Glitzerfeder ging die Kriterien durch. "Klarer Rahmen? Nein. Das Projekt hat sich immer weiter ausgedehnt. Wir wussten nie, wann es wirklich zu Ende war."
"Echte Expertise?"
"Ja, das schon. Es war anspruchsvoll."
"Faire Bezahlung?"
Glitzerfeder zögerte. "Er hat viel bezahlt. Mehr als andere. Die Frage ist, ob es fair war im Verhältnis zu dem, was wir gegeben haben."
Funkenschweif schüttelte den Kopf. "Wenn ich daran denke, wie erschöpft wir danach waren... Nein. Es war nicht fair. Er hat bezahlt, was er sich leisten konnte. Nicht, was es wert war."
"Also nur ein Kriterium von dreien erfüllt", fasste Glitzerfeder zusammen.
"Und das erklärt, warum es kein Stern-Projekt war." Funkenschweif lehnte sich zurück. "Obwohl die Zahl gestimmt hat."
Sie probierten es mit einem anderen Beispiel. Die Beratung für Samtpfote, die Luchsin. Klarer Rahmen? Ja, eine einmalige Beratung. Echte Expertise? Ja. Faire Bezahlung? Ja.
"Drei von drei", sagte Funkenschweif zufrieden. "Und es war eines unserer angenehmsten Projekte."
Glitzerfeder nahm das Weinblätter-Buch und schrieb unter den Titel “Guideline 2: Ideal-Ja” direkt unter den drei Kriterien ergänzte er: “Bei jeder neuen Anfrage prüfen: Erfüllt das Projekt alle drei Kriterien? Wenn nicht, gut überlegen oder höflich ablehnen.”

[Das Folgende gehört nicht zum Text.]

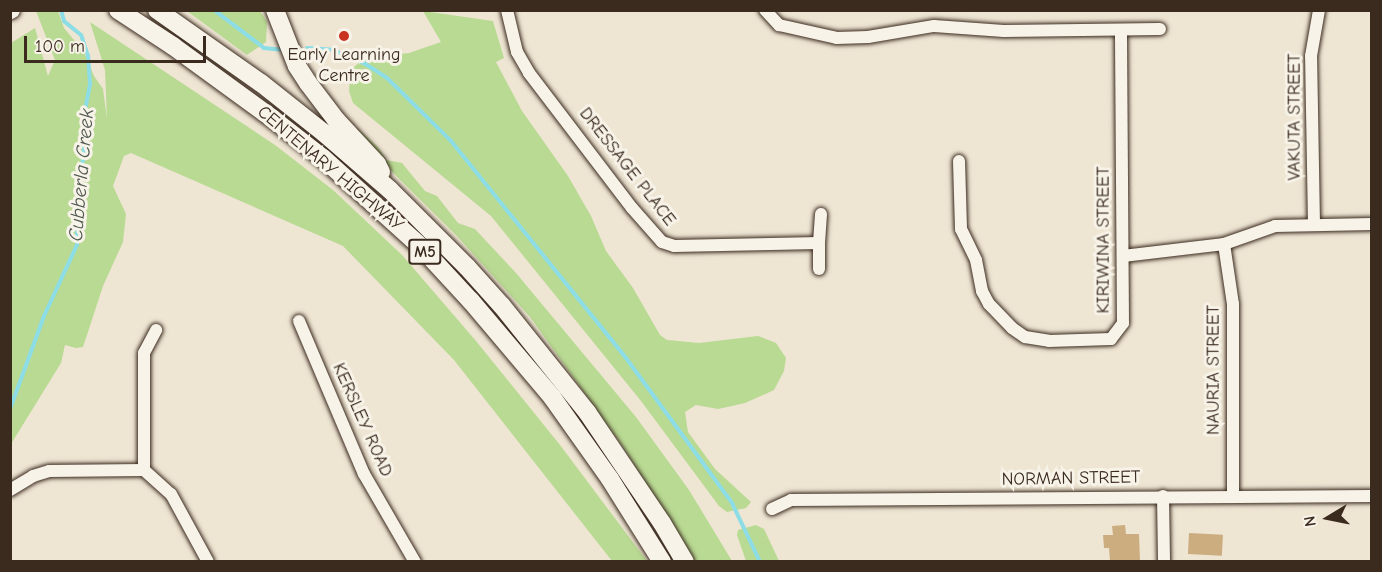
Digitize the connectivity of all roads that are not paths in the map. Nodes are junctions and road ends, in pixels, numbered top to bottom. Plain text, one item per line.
1 (118, 10) edge
2 (157, 10) edge
3 (507, 10) edge
4 (765, 10) edge
5 (1319, 10) edge
6 (274, 11) edge
7 (1160, 29) dead end
8 (1121, 31) junction
9 (959, 161) dead end
10 (390, 190) junction
11 (820, 214) dead end
12 (1314, 224) junction
13 (1371, 224) edge
14 (819, 243) junction
15 (1224, 243) junction
16 (1123, 256) junction
17 (819, 269) dead end
18 (299, 321) dead end
19 (156, 330) dead end
20 (144, 470) junction
21 (10, 490) edge
22 (1163, 496) junction
23 (1233, 496) junction
24 (1371, 496) edge
25 (772, 509) dead end
26 (208, 561) edge
27 (415, 561) edge
28 (662, 561) edge
29 (685, 561) edge
30 (1164, 561) edge

1 - 28 highway, CENTENARY HIGHWAY / M5
2 - 10 highway, CENTENARY HIGHWAY / M5
3 - 14 street, DRESSAGE PLACE
4 - 8 street
5 - 12 street, VAKUTA STREET
6 - 10 highway
7 - 8 street
8 - 16 street, KIRIWINA STREET
9 - 16 street, KIRIWINA STREET
10 - 29 highway, CENTENARY HIGHWAY / M5
11 - 14 street
12 - 13 street
12 - 15 street
14 - 17 street
15 - 16 street
15 - 23 street, NAURIA STREET
18 - 27 street, KERSLEY ROAD
19 - 20 street
20 - 21 street
20 - 26 street
22 - 23 street, NORMAN STREET
22 - 25 street, NORMAN STREET
22 - 30 street
23 - 24 street, NORMAN STREET

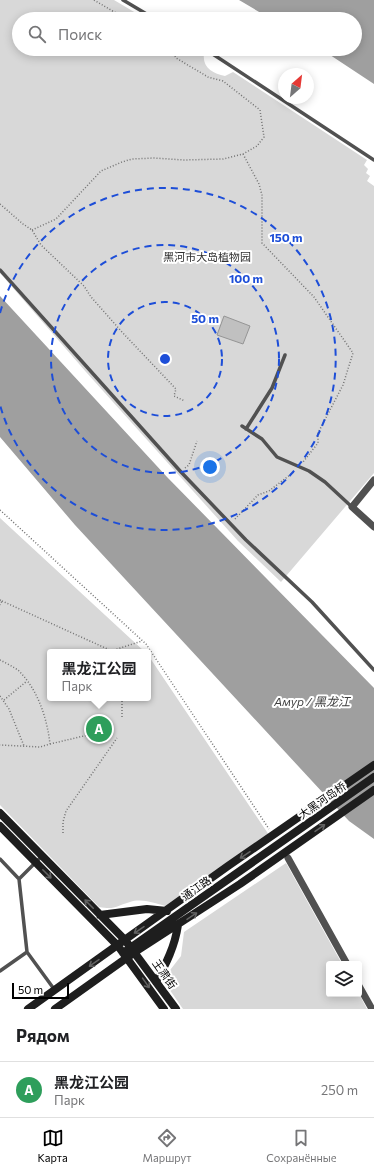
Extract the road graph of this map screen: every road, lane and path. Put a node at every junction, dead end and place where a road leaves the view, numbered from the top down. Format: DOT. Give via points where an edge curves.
graph roads {
  1 [pos="94,0"];
  2 [pos="123,0"];
  3 [pos="114,12"];
  4 [pos="143,12"];
  5 [pos="175,56"];
  6 [pos="216,56"];
  7 [pos="243,154"];
  8 [pos="374,160"];
  9 [pos="0,204"];
  10 [pos="32,230"];
  11 [pos="0,270"];
  12 [pos="284,355"];
  13 [pos="185,401"];
  14 [pos="242,426"];
  15 [pos="246,429"];
  16 [pos="197,441"];
  17 [pos="299,467"];
  18 [pos="181,472"];
  19 [pos="374,480"];
  20 [pos="352,507"];
  21 [pos="0,510"];
  22 [pos="230,524"];
  23 [pos="374,527"];
  24 [pos="1,601"];
  25 [pos="0,605"];
  26 [pos="142,641"];
  27 [pos="109,649"];
  28 [pos="119,649"];
  29 [pos="148,649"];
  30 [pos="151,654"];
  31 [pos="0,660"];
  32 [pos="374,670"];
  33 [pos="27,681"];
  34 [pos="0,696"];
  35 [pos="4,700"];
  36 [pos="122,701"];
  37 [pos="122,717"];
  38 [pos="110,730"];
  39 [pos="117,738"];
  40 [pos="50,744"];
  41 [pos="0,745"];
  42 [pos="24,746"];
  43 [pos="374,765"];
  44 [pos="374,777"];
  45 [pos="374,790"];
  46 [pos="0,813"];
  47 [pos="0,826"];
  48 [pos="274,831"];
  49 [pos="63,833"];
  50 [pos="282,841"];
  51 [pos="288,854"];
  52 [pos="42,856"];
  53 [pos="0,859"];
  54 [pos="36,862"];
  55 [pos="19,879"];
  56 [pos="167,911"];
  57 [pos="100,915"];
  58 [pos="178,925"];
  59 [pos="125,940"];
  60 [pos="118,946"];
  61 [pos="133,950"];
  62 [pos="27,952"];
  63 [pos="126,955"];
  64 [pos="344,961"];
  65 [pos="0,971"];
  66 [pos="156,982"];
  67 [pos="55,990"];
  68 [pos="362,991"];
  69 [pos="28,1009"];
  70 [pos="55,1009"];
  71 [pos="164,1009"];
  72 [pos="176,1009"];
  73 [pos="372,1009"];
  1 -- 3 [label="path"];
  2 -- 4 [label="lane"];
  5 -- 7 [label="path" via="208,77 223,81 260,110 264,137 257,146"];
  6 -- 8 [label="lane"];
  7 -- 10 [label="path" via="223,159 146,158 122,162 101,171 56,219"];
  7 -- 17 [label="path" via="259,184 262,196 262,243 314,297 353,353 343,385 318,433 318,443"];
  9 -- 10 [label="path"];
  10 -- 13 [label="path" via="41,246 84,286 121,331 176,388 174,396"];
  11 -- 18 [label="lane"];
  12 -- 15 [label="lane" via="272,388"];
  14 -- 15 [label="lane"];
  15 -- 17 [label="lane" via="262,438 277,457"];
  16 -- 18 [label="path" via="190,465"];
  17 -- 20 [label="lane" via="325,482"];
  17 -- 22 [label="path" via="269,491 258,495"];
  18 -- 22 [label="lane"];
  19 -- 20 [label="street"];
  20 -- 23 [label="street"];
  21 -- 26 [label="path"];
  22 -- 32 [label="lane" via="312,602"];
  24 -- 25 [label="path"];
  24 -- 27 [label="path"];
  26 -- 28 [label="path"];
  26 -- 29 [label="path"];
  30 -- 48 [label="path"];
  31 -- 33 [label="path" via="18,670"];
  33 -- 35 [label="path"];
  33 -- 40 [label="path" via="45,715"];
  34 -- 35 [label="path"];
  35 -- 42 [label="path"];
  36 -- 37 [label="path"];
  38 -- 40 [label="path"];
  39 -- 49 [label="path" via="66,811"];
  40 -- 42 [label="path" via="40,747"];
  41 -- 42 [label="path"];
  43 -- 48 [label="main road"];
  44 -- 50 [label="main road, 大黑河岛桥"];
  51 -- 45 [label="main road, one-way"];
  46 -- 52 [label="main road, 王肃街"];
  47 -- 54 [label="main road"];
  48 -- 56 [label="main road, one-way"];
  50 -- 61 [label="main road, 通江路"];
  58 -- 51 [label="main road, one-way"];
  51 -- 64 [label="street"];
  52 -- 54 [label="lane"];
  57 -- 52 [label="main road, 王肃街, one-way"];
  53 -- 55 [label="lane"];
  54 -- 55 [label="lane"];
  54 -- 60 [label="main road, one-way"];
  55 -- 62 [label="lane"];
  56 -- 57 [label="main road" via="147,909"];
  56 -- 59 [label="main road, one-way"];
  57 -- 59 [label="main road, 王肃街"];
  58 -- 61 [label="main road"];
  58 -- 66 [label="main road" via="167,962"];
  59 -- 60 [label="main road"];
  59 -- 61 [label="main road, 王肃街"];
  60 -- 63 [label="main road"];
  60 -- 67 [label="main road, one-way"];
  61 -- 63 [label="main road, 通江路"];
  61 -- 66 [label="main road, 王肃街"];
  62 -- 65 [label="lane"];
  62 -- 67 [label="lane"];
  63 -- 70 [label="main road, 通江路"];
  63 -- 71 [label="main road, one-way"];
  66 -- 72 [label="main road, 王肃街"];
  67 -- 69 [label="main road"];
  68 -- 73 [label="street"];
}
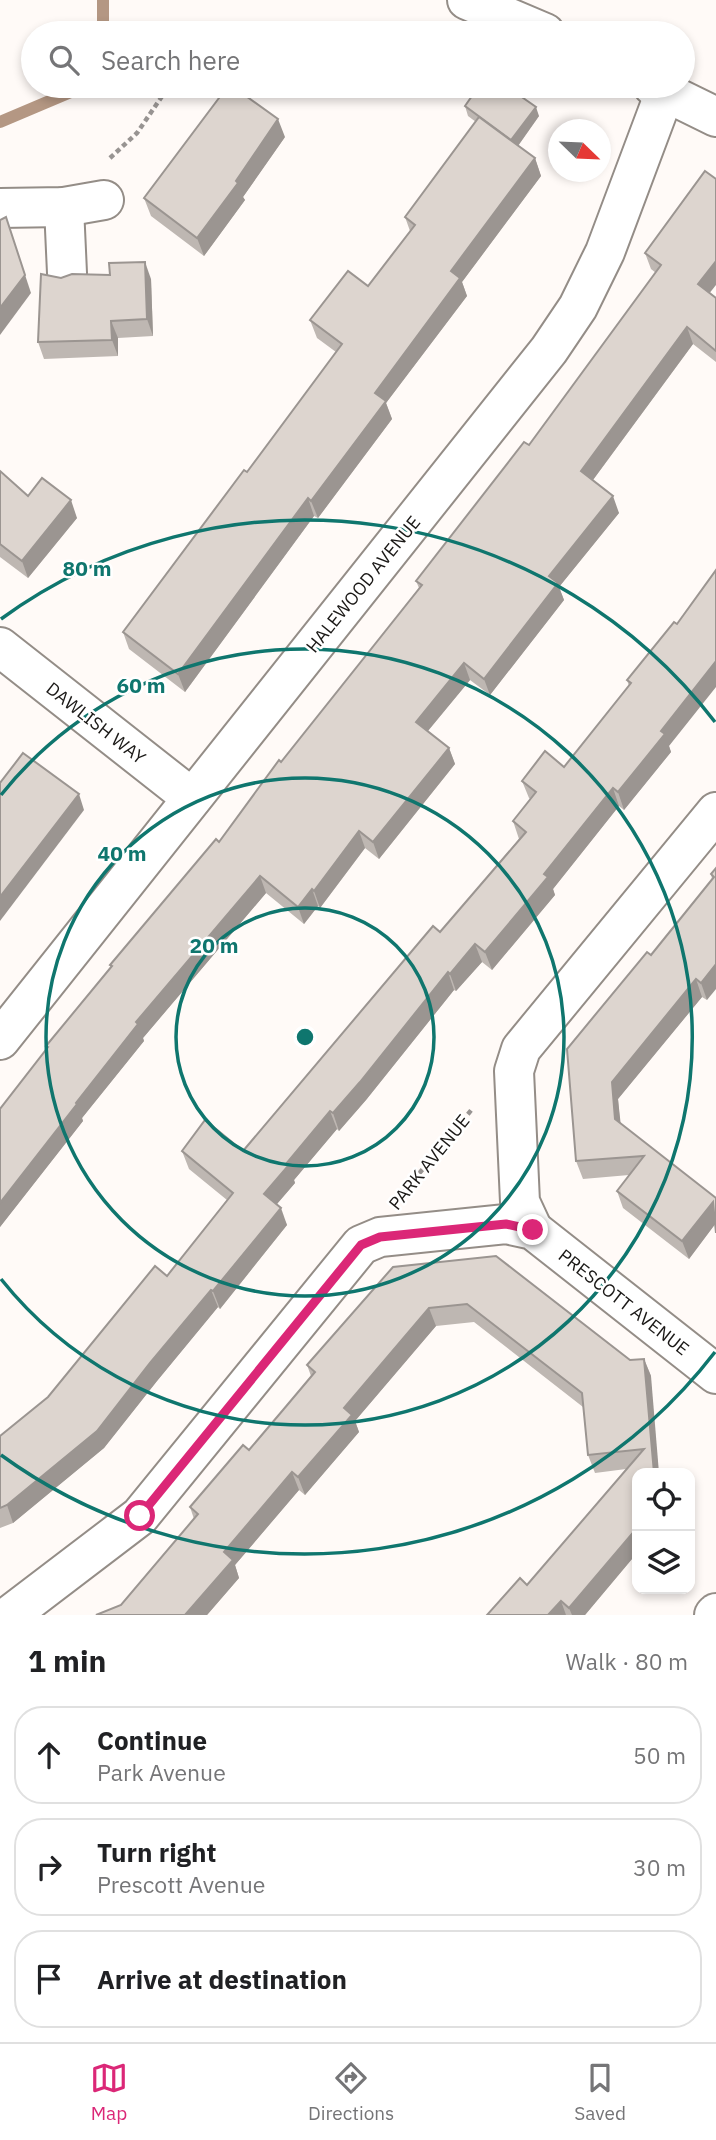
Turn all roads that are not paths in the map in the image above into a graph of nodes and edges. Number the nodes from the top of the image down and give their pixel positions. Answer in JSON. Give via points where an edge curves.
{"nodes":[{"id":1,"x":467,"y":0,"type":"edge"},
{"id":2,"x":517,"y":21,"type":"edge"},
{"id":3,"x":656,"y":98,"type":"edge"},
{"id":4,"x":677,"y":98,"type":"edge"},
{"id":5,"x":716,"y":117,"type":"edge"},
{"id":6,"x":104,"y":200,"type":"dead end"},
{"id":7,"x":64,"y":207,"type":"junction"},
{"id":8,"x":0,"y":208,"type":"edge"},
{"id":9,"x":67,"y":273,"type":"edge"},
{"id":10,"x":0,"y":648,"type":"edge"},
{"id":11,"x":192,"y":798,"type":"junction"},
{"id":12,"x":716,"y":812,"type":"edge"},
{"id":13,"x":0,"y":1040,"type":"edge"},
{"id":14,"x":533,"y":1230,"type":"junction"},
{"id":15,"x":716,"y":1374,"type":"edge"},
{"id":16,"x":10,"y":1615,"type":"edge"}],
"edges":[{"from":1,"to":2,"type":"street"},
{"from":3,"to":11,"type":"street","name":"HALEWOOD AVENUE","via":[[605,252],[578,307]]},
{"from":4,"to":5,"type":"street"},
{"from":6,"to":7,"type":"street"},
{"from":7,"to":8,"type":"street"},
{"from":7,"to":9,"type":"street"},
{"from":10,"to":11,"type":"street","name":"DAWLISH WAY"},
{"from":11,"to":13,"type":"street","name":"HALEWOOD AVENUE"},
{"from":12,"to":14,"type":"street","name":"PRESCOTT AVENUE","via":[[522,1049],[514,1072],[520,1202]]},
{"from":14,"to":15,"type":"street","name":"PRESCOTT AVENUE"},
{"from":14,"to":16,"type":"street","name":"PRESCOTT AVENUE","via":[[506,1224],[380,1237],[361,1245],[140,1516]]}]}
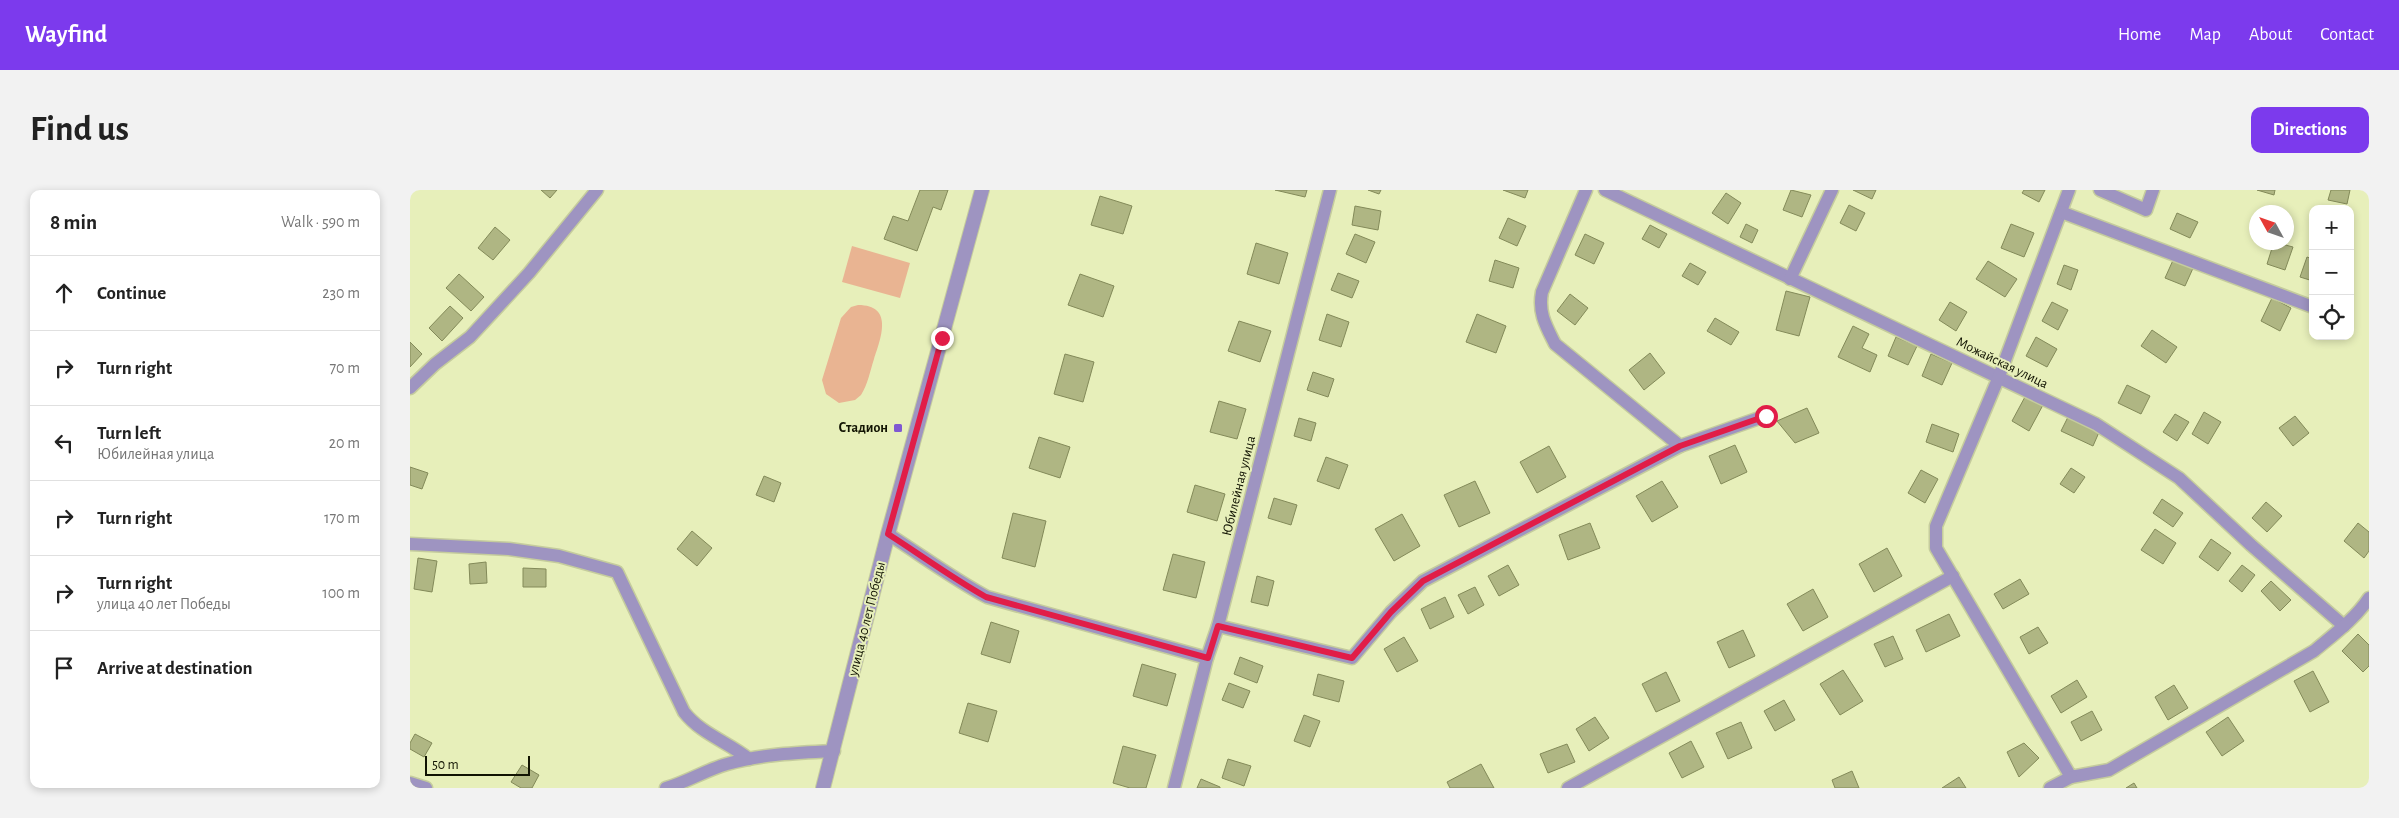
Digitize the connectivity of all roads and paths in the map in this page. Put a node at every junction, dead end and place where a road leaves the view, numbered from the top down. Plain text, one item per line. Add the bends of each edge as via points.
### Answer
1 (597, 190) edge
2 (982, 190) edge
3 (1330, 190) edge
4 (1586, 190) edge
5 (1605, 190) edge
6 (1832, 190) edge
7 (2069, 190) edge
8 (2100, 190) edge
9 (2153, 190) edge
10 (2061, 212) junction
11 (1790, 279) junction
12 (2309, 305) edge
13 (1998, 379) junction
14 (410, 388) edge
15 (1766, 416) dead end
16 (1680, 446) junction
17 (888, 534) junction
18 (410, 544) edge
19 (1953, 576) junction
20 (2367, 606) edge
21 (1218, 626) junction
22 (2344, 626) junction
23 (1208, 658) junction
24 (834, 751) junction
25 (749, 759) junction
26 (2071, 777) junction
27 (410, 784) edge
28 (426, 788) edge
29 (666, 788) edge
30 (823, 788) edge
31 (1174, 788) edge
32 (1568, 788) edge
33 (2050, 788) edge

1 - 14 street via 470,338
2 - 17 street, улица 40 лет Победы
3 - 21 street, Юбилейная улица
4 - 16 street via 1542,292 1539,306 1543,321 1555,344
5 - 11 street, Можайская улица
6 - 11 street
7 - 10 street
8 - 9 street via 2146,210
10 - 12 street
10 - 13 street
11 - 13 street, Можайская улица
13 - 19 street via 1936,526 1936,548
13 - 22 street, Можайская улица via 2096,424 2179,478
15 - 16 street
16 - 21 street via 1423,581 1391,612 1352,658
17 - 23 street via 986,597
17 - 24 street, улица 40 лет Победы
18 - 25 street via 509,549 559,556 617,572 684,712 704,731
19 - 26 street
19 - 32 street
20 - 22 street
21 - 23 street, Юбилейная улица
22 - 26 street via 2314,651 2109,770
23 - 31 street, Юбилейная улица
24 - 25 street
24 - 30 street, улица 40 лет Победы
25 - 29 street via 724,765
26 - 33 street
27 - 28 street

Funkenschweif las den Eintrag und nickte. "Das wird nicht immer leicht sein. Zu sagen: 'Das passt nicht zu unseren Kriterien.'"
"Leichter als ein Jahr später festzustellen, dass wir wieder ausgelaugt sind", ermahnte Glitzerfeder sie.
"Stimmt." Funkenschweif lächelte. "Dieses Rezept ist wie ein Sieb. Es filtert die guten Aufträge von den weniger guten."
"Und je öfter wir es benutzen", sagte Glitzerfeder, "desto mehr gute Aufträge werden übrig bleiben."
Sie schlossen das Buch und draußen tropfte Schmelzwasser von den Ästen. Der Winter gab kurz nach, nur um später mit neuer Kraft zurückzukehren.
"Zwei Guidelines", sagte Funkenschweif. "Was wir nicht mehr tun. Und was wir gerne tun."
"Das Nein und das Ja", nickte Glitzerfeder. "Beides braucht man, um einen klaren Kurs zu halten."
Funkenschweif hob ihre Tasse. "Auf unser Rezept."
"Auf die Projekte, die uns beflügeln", erwiderte Glitzerfeder.
Sie stießen an, und das sanfte Klingen erfüllte die Baumhöhle mit dem Klang eines Neuanfangs.